As national press sharpens their focus on Mayor Antonio Villaraigosa's cheat sheet, there's been way too much discussion of Charlie Sheen and other assorted scandals. What's too often missing is a discussion of the Mayor's own transportation record. To try and help our friends in the legacy media, L.A. Streetblog proudly presents the two-part, "Mayor Villaraigosa Transportation Cheat Sheet." Today we'll look at policy and project accomplishments. Tomorrow we'll look at some narratives including a look at the story on whether a broken elbow changed the city's bike policies, tomorrow.
We should note that despite our good relationship with the mayor and his press office, we have no inside information. A request for a formal statement on the USDOT rumors was met with a "The best I can do for you for now is to send you to the White House for those inquiries."
But the rumors persist, and to that end, we present...
The Mayor's Overall Transportation Record:
First, read this The Subway Mayor published by the L.A. Weekly from 2005. Shortly after taking office, the second-largest print publication in Los Angeles took a look at the Mayor's transportation platform. While the news paper didn't exactly scoff, it cast the odds of accomplishing his transit vision as pretty long.
Next, read this three part interview: Building a New Transportation System, The Subway Mayor Triumphant, and Streetcast: Audio from the Interviews.
There's many negative things that will be said about Villaraigosa if he is nominated to be secretary of transportation, but there is no denying he has an excellent record on transportation. Any reporter reading this who would like to discuss the Mayor's track record "on the record" should email damien@streetsblog.org In short:
Metro aka Los Angeles County Metropolitan Transit Authority, is building and studying more rail and rapid bus projects than ever before. In just the past two years, a light rail line connecting Culver City to Downtown Los Angeles and a four mile extension of the San Fernando Valley's Bus Rapid Transit Line opened to the public. The next ten major transit projects, including extending the aforementioned light rail to Santa Monica, are at least partially funded through Measure R, a sales tax passed by L.A. County voters in 2008 to fund transportation projects.
For bicyclists, the city passed a "surprisingly progressive" bicycle plan that promised over 1600 miles of new bikeways in the next three decades in 2011. The city has already striped over 100 of those miles and is using a new state law to speed up the environmental review for additional miles. Amazingly, Los Angeles is now a "bronze level city" for bike friendliness according to the League of American Cyclists.

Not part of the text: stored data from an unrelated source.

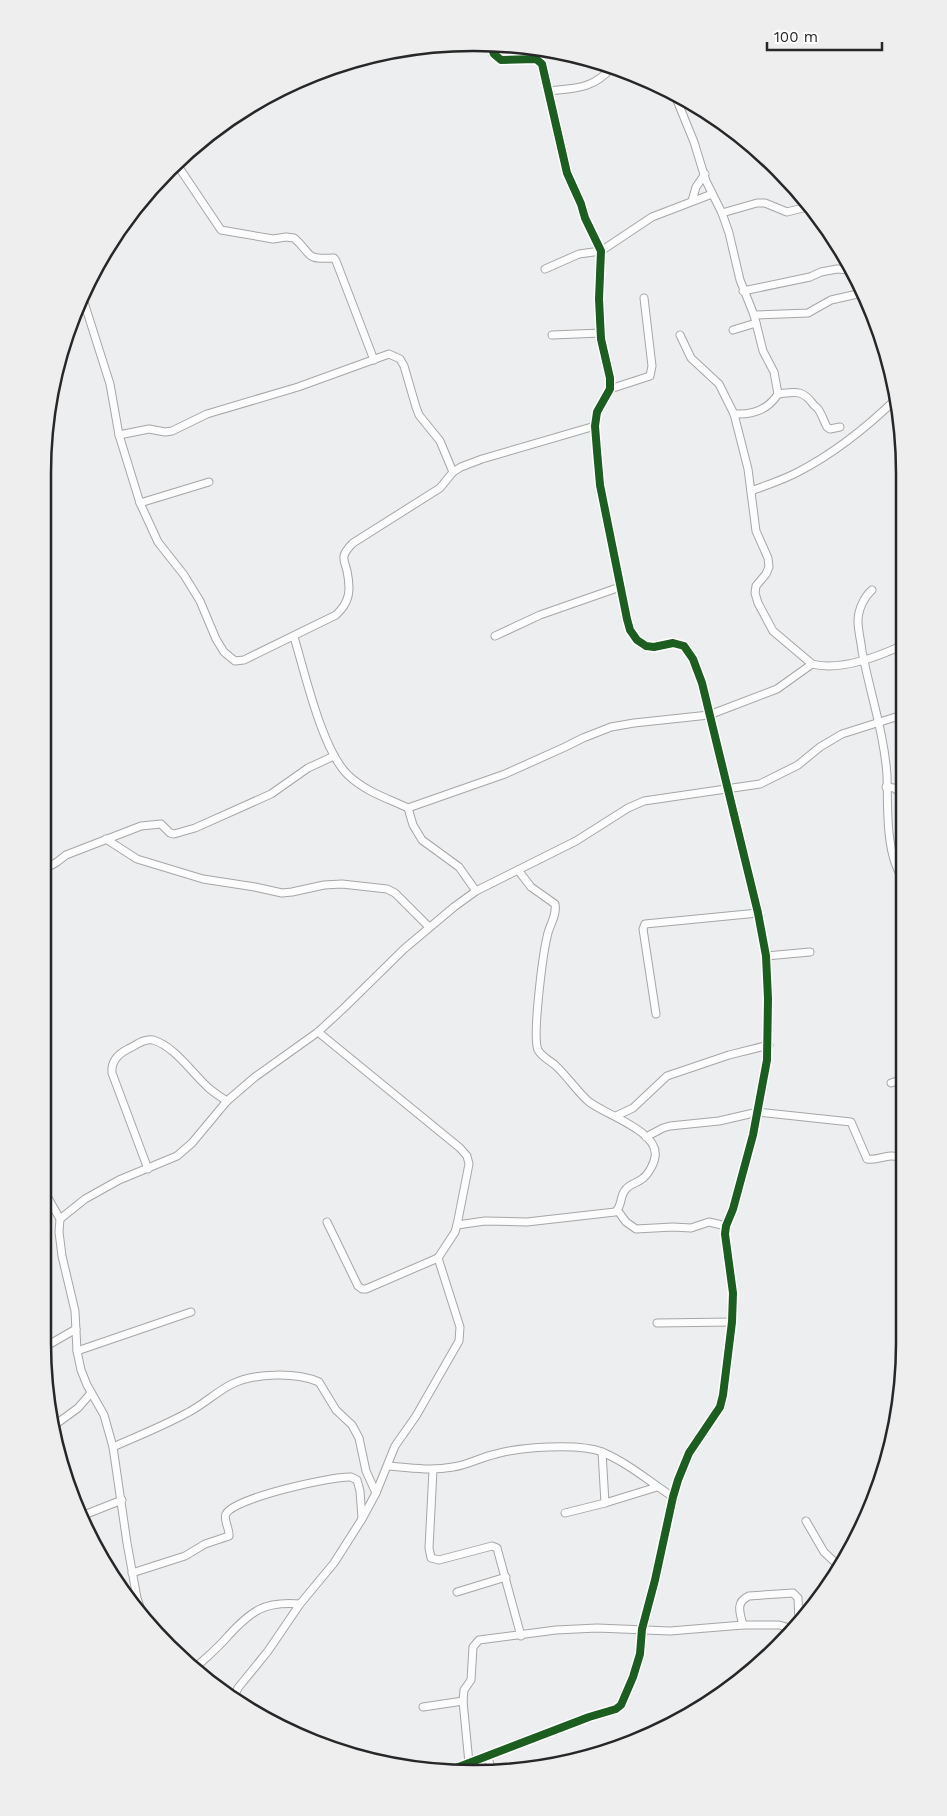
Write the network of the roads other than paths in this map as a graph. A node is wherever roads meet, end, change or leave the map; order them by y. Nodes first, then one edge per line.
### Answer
1 (493, 52) edge
2 (607, 73) edge
3 (549, 91) junction
4 (679, 105) edge
5 (181, 170) edge
6 (705, 174) junction
7 (712, 194) junction
8 (692, 201) junction
9 (802, 208) edge
10 (722, 213) junction
11 (601, 251) junction
12 (545, 269) dead end
13 (843, 269) edge
14 (743, 290) junction
15 (856, 294) edge
16 (644, 298) dead end
17 (85, 307) edge
18 (754, 315) junction
19 (756, 323) junction
20 (732, 330) dead end
21 (601, 333) junction
22 (552, 335) dead end
23 (680, 335) dead end
24 (374, 360) junction
25 (610, 389) junction
26 (778, 394) junction
27 (890, 404) edge
28 (734, 414) junction
29 (596, 426) junction
30 (840, 427) dead end
31 (119, 435) junction
32 (453, 472) junction
33 (209, 482) dead end
34 (751, 491) junction
35 (140, 503) junction
36 (620, 587) junction
37 (872, 590) dead end
38 (495, 636) dead end
39 (294, 637) junction
40 (896, 649) edge
41 (864, 659) junction
42 (812, 664) junction
43 (709, 715) junction
44 (896, 717) edge
45 (879, 722) junction
46 (334, 756) junction
47 (886, 788) junction
48 (727, 789) junction
49 (896, 790) edge
50 (408, 808) junction
51 (106, 839) junction
52 (51, 865) edge
53 (896, 868) edge
54 (518, 870) junction
55 (476, 891) junction
56 (758, 914) junction
57 (429, 927) junction
58 (810, 952) dead end
59 (766, 956) junction
60 (656, 1014) dead end
61 (318, 1032) junction
62 (768, 1045) junction
63 (896, 1081) edge
64 (891, 1083) dead end
65 (227, 1101) junction
66 (758, 1112) junction
67 (616, 1116) junction
68 (646, 1137) junction
69 (896, 1156) edge
70 (148, 1169) junction
71 (51, 1204) edge
72 (618, 1210) junction
73 (60, 1220) junction
74 (327, 1222) dead end
75 (457, 1225) junction
76 (726, 1226) junction
77 (438, 1258) junction
78 (191, 1312) dead end
79 (732, 1322) junction
80 (657, 1323) dead end
81 (76, 1329) junction
82 (51, 1343) edge
83 (77, 1351) junction
84 (91, 1393) junction
85 (59, 1422) edge
86 (113, 1446) junction
87 (602, 1452) junction
88 (388, 1466) junction
89 (433, 1470) junction
90 (656, 1486) junction
91 (376, 1494) junction
92 (673, 1497) junction
93 (122, 1500) junction
94 (605, 1503) junction
95 (566, 1513) dead end
96 (88, 1514) edge
97 (362, 1519) junction
98 (806, 1521) dead end
99 (835, 1561) edge
100 (132, 1573) junction
101 (506, 1578) junction
102 (456, 1592) dead end
103 (137, 1598) edge
104 (300, 1604) junction
105 (799, 1612) edge
106 (743, 1624) junction
107 (785, 1627) edge
108 (642, 1629) junction
109 (520, 1636) junction
110 (199, 1664) edge
111 (236, 1692) edge
112 (463, 1701) junction
113 (423, 1707) dead end
114 (487, 1756) junction
115 (469, 1763) junction
116 (490, 1764) edge
117 (465, 1765) edge

1 - 3 street
2 - 3 street
3 - 11 street
4 - 6 street
5 - 24 street
6 - 7 street
6 - 8 street
7 - 8 street
7 - 10 street
8 - 11 street
9 - 10 street
10 - 14 street
11 - 12 street
11 - 21 street
13 - 14 street
14 - 18 street
15 - 18 street
16 - 25 street
17 - 31 street
18 - 19 street
19 - 20 street
19 - 26 street
21 - 22 street
21 - 25 street
23 - 28 street
24 - 31 street
24 - 32 street
25 - 29 street
26 - 28 street
26 - 30 street
27 - 34 street
28 - 34 street
29 - 32 street
29 - 36 street
31 - 35 street
32 - 39 street
33 - 35 street
34 - 42 street
35 - 39 street
36 - 38 street
36 - 43 street
37 - 41 street
39 - 46 street
40 - 41 street
41 - 42 street
41 - 45 street
42 - 43 street
43 - 48 street
43 - 50 street
44 - 45 street
45 - 47 street
45 - 48 street
46 - 50 street
46 - 51 street
47 - 49 street
47 - 53 street
48 - 54 street
48 - 56 street
50 - 55 street
51 - 52 street
51 - 57 street
54 - 55 street
54 - 67 street
55 - 57 street
56 - 59 street
56 - 60 street
57 - 61 street
58 - 59 street
59 - 62 street
61 - 65 street
61 - 75 street
62 - 66 street
62 - 67 street
63 - 64 street
65 - 70 street
65 - 70 street
66 - 68 street
66 - 69 street
66 - 76 street
67 - 68 street
68 - 72 street
70 - 73 street
71 - 73 street
72 - 75 street
72 - 76 street
73 - 81 street
74 - 77 street
75 - 77 street
76 - 79 street
77 - 88 street
78 - 83 street
79 - 80 street
79 - 92 street
81 - 82 street
81 - 83 street
83 - 84 street
84 - 85 street
84 - 86 street
86 - 91 street
86 - 93 street
87 - 89 street
87 - 90 street
87 - 94 street
88 - 89 street
88 - 91 street
89 - 101 street
90 - 92 street
90 - 94 street
91 - 97 street
92 - 108 street
93 - 96 street
93 - 100 street
94 - 95 street
97 - 100 street
97 - 104 street
98 - 99 street
100 - 103 street
101 - 102 street
101 - 109 street
104 - 110 street
104 - 111 street
105 - 106 street
106 - 107 street
106 - 108 street
108 - 109 street
108 - 114 street
109 - 112 street
112 - 113 street
112 - 115 street
114 - 115 street
114 - 116 street
115 - 117 street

But it's not the local projects that make Villaraigosa stand out as a potential candidate, it's his leadership on issues on federal transportation funding formulas, that has earned high marks. Villaraigosa spear-headed the 30/10 plan as Mayor of Los Angeles which seeked a series of changes in federal law that would allow Metro to borrow money from the federal government to build all 30 years of Measure R projects in the next decade. When he became chair of the Conference of Mayors, he nationalized the campaign and re-branded it America Fast Forward.
While he didn't get everything he wanted, provisions of America Fast Forward were found in both drafts of the new federal transportation bill, one written by liberal Senator Barbara Boxer and the other by Conservative Congress Member John Mica. In fact, when progressives were piling on the Mica bill, Villaraigosa appeared on a conference call praising the America Fast Forward provisions in the bill, showing some bi-partisan courage.
In total, the change in policies that occurred as a direct result of his lobbying .
- Expands funding for TIFIA to $750 million in FY 2013 and $1 billion in FY 2014.
- Increases the share of project costs that TIFIA can cover from 33 percent to 49 percent
- Enables US DOT to make loans to a group of related projects
- Authorizes US DOT to make upfront conditional commitments to projects through Master Credit Agreements making TIFIA assistance more predictable for larger, multi‐year phased capital programs.
- Authorizes US DOT to allow limited interest rate buydowns.
- Provides $105 billion (roughly $54 billion per year) for the nation’s surface transportation programs.
In conclusion, Villaraigosa's transportation record isn't perfect, even the Mayor's Office gives itself some red marks. But should he be nominated to head the USDOT, a debate on policy will be more informative than one on speculation and innuendo. Such a discussion should start with some of the points outlined above.